Die Kobolde schüttelten so heftig die Köpfe, dass ihre Hüte wackelten. „Kein Spaß in Sicht! Wir scherzen nicht!“, klagten sie – und da war es mit meiner Empörung schlagartig vorbei. Wenn Kobolde nicht zum Scherzen aufgelegt waren, musste die Lage wirklich ernst sein!

„Die Medizin ist für Oldie Goldie“, platzte Paddy heraus. „Sie ist die älteste Koboldfrau aus dem Clan der Kratzbärte. Sozusagen die Oma von uns allen! Als es in der magischen Welt immer kälter wurde, hat sie einen gar gruselig-grauseligen Husten bekommen. Und jetzt haben wir geträumt, dass es ihr noch viel schlechter geht!“

„Nur keine Panik“, versuchte ich, ihn zu beruhigen. „Ihr habt ja gehört, was meine Mam vorhin gesagt hat: Träume bedeuten überhaupt nichts.“

„Die Träume von unsereinem schon, jawohl“, beharrte Paddy, und die anderen beiden riefen im Chor: „Träumt ein Kobold hell und klar, sind die Träume meistens wahr!“

Nachdenklich knabberte ich an meiner Unterlippe.
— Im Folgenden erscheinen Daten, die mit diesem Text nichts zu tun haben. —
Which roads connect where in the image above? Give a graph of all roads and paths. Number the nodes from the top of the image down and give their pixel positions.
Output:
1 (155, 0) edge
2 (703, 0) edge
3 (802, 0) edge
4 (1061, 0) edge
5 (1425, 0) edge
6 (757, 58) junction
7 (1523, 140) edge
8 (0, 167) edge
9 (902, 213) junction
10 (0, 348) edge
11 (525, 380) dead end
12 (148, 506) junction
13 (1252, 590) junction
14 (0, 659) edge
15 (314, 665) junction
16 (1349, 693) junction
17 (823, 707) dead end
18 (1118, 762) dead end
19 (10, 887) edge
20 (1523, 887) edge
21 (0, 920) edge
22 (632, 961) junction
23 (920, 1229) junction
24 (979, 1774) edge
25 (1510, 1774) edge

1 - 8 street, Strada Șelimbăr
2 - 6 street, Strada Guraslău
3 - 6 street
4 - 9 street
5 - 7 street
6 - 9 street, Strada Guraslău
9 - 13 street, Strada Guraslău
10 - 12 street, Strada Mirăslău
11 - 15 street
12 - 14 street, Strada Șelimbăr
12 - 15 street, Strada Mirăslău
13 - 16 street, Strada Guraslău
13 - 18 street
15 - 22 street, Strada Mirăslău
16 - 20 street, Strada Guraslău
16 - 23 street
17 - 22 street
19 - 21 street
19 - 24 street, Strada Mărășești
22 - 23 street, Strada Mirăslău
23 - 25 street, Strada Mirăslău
Konnte es sein, dass Kobolde hellseherische Fähigkeiten besaßen, so ähnlich wie Meerjungfrauen und Feen? Wenn ich ehrlich war, verband ich mit den kleinen Kerlen nur Streiche und Quatschgedichte. Aber vielleicht hatte ich ihnen damit Unrecht getan …

„Gehen wir mal davon aus, dass das stimmt“, sagte ich zögernd. „Wie hättet ihr die Medizin denn zu Oldie Goldie bringen wollen? Portale gibt es ja nur noch unter Wasser, und ich bezweifle, dass ihr so gut schwimmen könnt!“

Da fing Paddy an zu weinen. Dicke Tränen kullerten über seine Wangen und versickerten in seinem orangefarbenen Bart. „Das ham wir nicht bedacht! Der Plan war schlecht gemacht! Drum wird niiie mehr gelacht“, wimmerte er und zog lautstark die Nase hoch. Auch die anderen sahen aus, als wären sie den Tränen nahe. So aufgewühlt hatte ich die Kobolde noch nie zuvor erlebt! Bestürzt schaute ich zwischen ihnen hin und her, dann fasste ich einen Entschluss.

„Hört zu“, sagte ich leise. „Wenn ihr mir erklärt, wo ich Oldie Goldie finden kann, werde ich euch helfen. Fest versprochen, okay? Ich schwimme heimlich in die magische Welt und bringe ihr die Medizin.“

Vor Verblüffung hörte Paddy schlagartig zu weinen auf. Mit kugelrunden Augen starrte er zu mir hoch und wisperte: „Das würdest du wagen? So ganz allein?“

„Ich kann noch jemanden fragen – mein Brüderlein!“, verkündete ich, und dann freute ich mich über den begeisterten Jubel der Kobolde. Erst etwas später dämmerte mir, dass Flynn meinen Plan wohl nicht ganz so „wi-wa-wundervoll“ finden würde wie die drei.

3. KAPITEL

Paradies für Todesfeen

Kleine Schwester“, sagte Flynn bedächtig, „du spinnst doch komplett.“ Mit hochgezogenen Schultern starrte er auf die Wellen, die vor uns ans Ufer klatschten. Seine Lust, in dieses eisige Nass zu tauchen, hielt sich eindeutig in Grenzen.

„Du brauchst nicht mitzukommen, wenn du nicht willst. Zu zweit wär’s vielleicht praktischer, aber ich schaff das auch allein“, entgegnete ich. Dabei vergewisserte ich mich noch einmal, dass der Hustensaft sicher in meiner Jacke verstaut war. Als Tier konnte ich keinen Rucksack tragen, doch Tascheninhalt verwandelte sich normalerweise samt der Kleidung in Federn, Schuppen oder Fell.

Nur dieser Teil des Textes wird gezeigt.